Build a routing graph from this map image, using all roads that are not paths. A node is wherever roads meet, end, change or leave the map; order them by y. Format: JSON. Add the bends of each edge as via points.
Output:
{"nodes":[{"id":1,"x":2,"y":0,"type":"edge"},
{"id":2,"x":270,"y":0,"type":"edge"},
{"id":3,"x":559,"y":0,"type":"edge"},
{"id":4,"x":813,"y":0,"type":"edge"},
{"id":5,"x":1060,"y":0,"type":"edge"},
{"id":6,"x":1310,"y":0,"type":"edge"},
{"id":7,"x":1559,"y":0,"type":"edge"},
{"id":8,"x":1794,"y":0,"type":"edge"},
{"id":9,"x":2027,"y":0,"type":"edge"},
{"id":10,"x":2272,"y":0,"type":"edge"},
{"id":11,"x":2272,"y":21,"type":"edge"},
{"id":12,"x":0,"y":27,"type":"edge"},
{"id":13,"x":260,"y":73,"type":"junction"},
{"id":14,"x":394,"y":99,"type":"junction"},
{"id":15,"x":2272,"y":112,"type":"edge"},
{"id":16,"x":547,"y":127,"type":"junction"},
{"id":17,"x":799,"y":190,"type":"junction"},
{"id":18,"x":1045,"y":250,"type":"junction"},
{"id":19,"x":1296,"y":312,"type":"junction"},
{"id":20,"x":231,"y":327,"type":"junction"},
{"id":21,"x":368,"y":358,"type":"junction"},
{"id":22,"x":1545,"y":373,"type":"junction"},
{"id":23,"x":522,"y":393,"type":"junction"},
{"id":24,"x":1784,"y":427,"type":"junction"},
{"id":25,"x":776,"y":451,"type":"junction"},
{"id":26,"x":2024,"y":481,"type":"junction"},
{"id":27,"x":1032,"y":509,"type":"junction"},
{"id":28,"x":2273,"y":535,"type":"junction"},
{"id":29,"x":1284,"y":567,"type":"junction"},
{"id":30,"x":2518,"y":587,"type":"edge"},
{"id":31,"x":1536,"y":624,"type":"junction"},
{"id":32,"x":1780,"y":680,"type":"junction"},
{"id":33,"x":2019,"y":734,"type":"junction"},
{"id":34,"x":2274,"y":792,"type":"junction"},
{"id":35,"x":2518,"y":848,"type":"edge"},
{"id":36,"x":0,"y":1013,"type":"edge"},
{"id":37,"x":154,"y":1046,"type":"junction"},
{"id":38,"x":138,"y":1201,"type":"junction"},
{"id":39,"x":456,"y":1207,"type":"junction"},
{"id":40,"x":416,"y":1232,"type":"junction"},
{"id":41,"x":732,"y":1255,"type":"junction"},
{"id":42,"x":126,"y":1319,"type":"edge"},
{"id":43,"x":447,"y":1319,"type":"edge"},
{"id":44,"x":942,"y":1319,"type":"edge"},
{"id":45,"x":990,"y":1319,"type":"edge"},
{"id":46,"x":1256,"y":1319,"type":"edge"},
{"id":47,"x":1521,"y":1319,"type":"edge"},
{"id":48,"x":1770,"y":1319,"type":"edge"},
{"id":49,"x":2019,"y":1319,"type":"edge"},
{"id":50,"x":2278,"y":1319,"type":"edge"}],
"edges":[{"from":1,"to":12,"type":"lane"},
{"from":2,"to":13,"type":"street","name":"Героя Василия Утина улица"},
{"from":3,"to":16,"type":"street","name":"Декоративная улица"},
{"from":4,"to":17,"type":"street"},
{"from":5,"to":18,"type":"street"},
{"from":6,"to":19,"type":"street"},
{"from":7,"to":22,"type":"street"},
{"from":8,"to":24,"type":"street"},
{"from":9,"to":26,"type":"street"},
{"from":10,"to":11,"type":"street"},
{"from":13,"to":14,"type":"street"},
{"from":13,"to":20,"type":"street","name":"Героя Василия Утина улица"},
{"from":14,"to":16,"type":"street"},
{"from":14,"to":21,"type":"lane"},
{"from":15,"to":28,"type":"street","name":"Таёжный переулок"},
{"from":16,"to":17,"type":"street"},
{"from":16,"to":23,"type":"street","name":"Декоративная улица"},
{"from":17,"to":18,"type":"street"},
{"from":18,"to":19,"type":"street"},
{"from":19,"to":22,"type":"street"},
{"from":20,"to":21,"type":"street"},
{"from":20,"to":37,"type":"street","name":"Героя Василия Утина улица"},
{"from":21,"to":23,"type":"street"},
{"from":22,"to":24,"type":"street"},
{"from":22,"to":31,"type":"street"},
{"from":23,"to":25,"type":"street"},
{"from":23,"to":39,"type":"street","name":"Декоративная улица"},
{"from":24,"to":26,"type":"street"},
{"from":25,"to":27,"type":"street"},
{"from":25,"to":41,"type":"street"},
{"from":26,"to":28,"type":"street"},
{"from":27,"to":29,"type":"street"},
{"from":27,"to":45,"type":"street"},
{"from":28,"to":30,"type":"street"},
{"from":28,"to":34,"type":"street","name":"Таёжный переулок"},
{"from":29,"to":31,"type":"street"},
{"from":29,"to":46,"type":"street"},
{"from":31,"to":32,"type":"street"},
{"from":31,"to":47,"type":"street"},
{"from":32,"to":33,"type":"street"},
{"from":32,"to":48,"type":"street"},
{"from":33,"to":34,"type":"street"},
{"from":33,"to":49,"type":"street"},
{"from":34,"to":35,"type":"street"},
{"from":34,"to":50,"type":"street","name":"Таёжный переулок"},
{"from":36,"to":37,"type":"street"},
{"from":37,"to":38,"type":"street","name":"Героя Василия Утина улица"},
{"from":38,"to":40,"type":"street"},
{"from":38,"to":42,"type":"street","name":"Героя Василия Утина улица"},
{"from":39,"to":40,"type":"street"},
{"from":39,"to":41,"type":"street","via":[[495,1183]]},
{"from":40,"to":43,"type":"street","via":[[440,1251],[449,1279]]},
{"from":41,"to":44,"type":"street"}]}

-------------------------

Retype each line above exactly as written.

PROBLEM SOLUTION:
Build a routing graph from this map image, using all roads that are not paths. A node is wherever roads meet, end, change or leave the map; order them by y. Format: JSON. Add the bends of each edge as via points.
Output:
{"nodes":[{"id":1,"x":2,"y":0,"type":"edge"},
{"id":2,"x":270,"y":0,"type":"edge"},
{"id":3,"x":559,"y":0,"type":"edge"},
{"id":4,"x":813,"y":0,"type":"edge"},
{"id":5,"x":1060,"y":0,"type":"edge"},
{"id":6,"x":1310,"y":0,"type":"edge"},
{"id":7,"x":1559,"y":0,"type":"edge"},
{"id":8,"x":1794,"y":0,"type":"edge"},
{"id":9,"x":2027,"y":0,"type":"edge"},
{"id":10,"x":2272,"y":0,"type":"edge"},
{"id":11,"x":2272,"y":21,"type":"edge"},
{"id":12,"x":0,"y":27,"type":"edge"},
{"id":13,"x":260,"y":73,"type":"junction"},
{"id":14,"x":394,"y":99,"type":"junction"},
{"id":15,"x":2272,"y":112,"type":"edge"},
{"id":16,"x":547,"y":127,"type":"junction"},
{"id":17,"x":799,"y":190,"type":"junction"},
{"id":18,"x":1045,"y":250,"type":"junction"},
{"id":19,"x":1296,"y":312,"type":"junction"},
{"id":20,"x":231,"y":327,"type":"junction"},
{"id":21,"x":368,"y":358,"type":"junction"},
{"id":22,"x":1545,"y":373,"type":"junction"},
{"id":23,"x":522,"y":393,"type":"junction"},
{"id":24,"x":1784,"y":427,"type":"junction"},
{"id":25,"x":776,"y":451,"type":"junction"},
{"id":26,"x":2024,"y":481,"type":"junction"},
{"id":27,"x":1032,"y":509,"type":"junction"},
{"id":28,"x":2273,"y":535,"type":"junction"},
{"id":29,"x":1284,"y":567,"type":"junction"},
{"id":30,"x":2518,"y":587,"type":"edge"},
{"id":31,"x":1536,"y":624,"type":"junction"},
{"id":32,"x":1780,"y":680,"type":"junction"},
{"id":33,"x":2019,"y":734,"type":"junction"},
{"id":34,"x":2274,"y":792,"type":"junction"},
{"id":35,"x":2518,"y":848,"type":"edge"},
{"id":36,"x":0,"y":1013,"type":"edge"},
{"id":37,"x":154,"y":1046,"type":"junction"},
{"id":38,"x":138,"y":1201,"type":"junction"},
{"id":39,"x":456,"y":1207,"type":"junction"},
{"id":40,"x":416,"y":1232,"type":"junction"},
{"id":41,"x":732,"y":1255,"type":"junction"},
{"id":42,"x":126,"y":1319,"type":"edge"},
{"id":43,"x":447,"y":1319,"type":"edge"},
{"id":44,"x":942,"y":1319,"type":"edge"},
{"id":45,"x":990,"y":1319,"type":"edge"},
{"id":46,"x":1256,"y":1319,"type":"edge"},
{"id":47,"x":1521,"y":1319,"type":"edge"},
{"id":48,"x":1770,"y":1319,"type":"edge"},
{"id":49,"x":2019,"y":1319,"type":"edge"},
{"id":50,"x":2278,"y":1319,"type":"edge"}],
"edges":[{"from":1,"to":12,"type":"lane"},
{"from":2,"to":13,"type":"street","name":"Героя Василия Утина улица"},
{"from":3,"to":16,"type":"street","name":"Декоративная улица"},
{"from":4,"to":17,"type":"street"},
{"from":5,"to":18,"type":"street"},
{"from":6,"to":19,"type":"street"},
{"from":7,"to":22,"type":"street"},
{"from":8,"to":24,"type":"street"},
{"from":9,"to":26,"type":"street"},
{"from":10,"to":11,"type":"street"},
{"from":13,"to":14,"type":"street"},
{"from":13,"to":20,"type":"street","name":"Героя Василия Утина улица"},
{"from":14,"to":16,"type":"street"},
{"from":14,"to":21,"type":"lane"},
{"from":15,"to":28,"type":"street","name":"Таёжный переулок"},
{"from":16,"to":17,"type":"street"},
{"from":16,"to":23,"type":"street","name":"Декоративная улица"},
{"from":17,"to":18,"type":"street"},
{"from":18,"to":19,"type":"street"},
{"from":19,"to":22,"type":"street"},
{"from":20,"to":21,"type":"street"},
{"from":20,"to":37,"type":"street","name":"Героя Василия Утина улица"},
{"from":21,"to":23,"type":"street"},
{"from":22,"to":24,"type":"street"},
{"from":22,"to":31,"type":"street"},
{"from":23,"to":25,"type":"street"},
{"from":23,"to":39,"type":"street","name":"Декоративная улица"},
{"from":24,"to":26,"type":"street"},
{"from":25,"to":27,"type":"street"},
{"from":25,"to":41,"type":"street"},
{"from":26,"to":28,"type":"street"},
{"from":27,"to":29,"type":"street"},
{"from":27,"to":45,"type":"street"},
{"from":28,"to":30,"type":"street"},
{"from":28,"to":34,"type":"street","name":"Таёжный переулок"},
{"from":29,"to":31,"type":"street"},
{"from":29,"to":46,"type":"street"},
{"from":31,"to":32,"type":"street"},
{"from":31,"to":47,"type":"street"},
{"from":32,"to":33,"type":"street"},
{"from":32,"to":48,"type":"street"},
{"from":33,"to":34,"type":"street"},
{"from":33,"to":49,"type":"street"},
{"from":34,"to":35,"type":"street"},
{"from":34,"to":50,"type":"street","name":"Таёжный переулок"},
{"from":36,"to":37,"type":"street"},
{"from":37,"to":38,"type":"street","name":"Героя Василия Утина улица"},
{"from":38,"to":40,"type":"street"},
{"from":38,"to":42,"type":"street","name":"Героя Василия Утина улица"},
{"from":39,"to":40,"type":"street"},
{"from":39,"to":41,"type":"street","via":[[495,1183]]},
{"from":40,"to":43,"type":"street","via":[[440,1251],[449,1279]]},
{"from":41,"to":44,"type":"street"}]}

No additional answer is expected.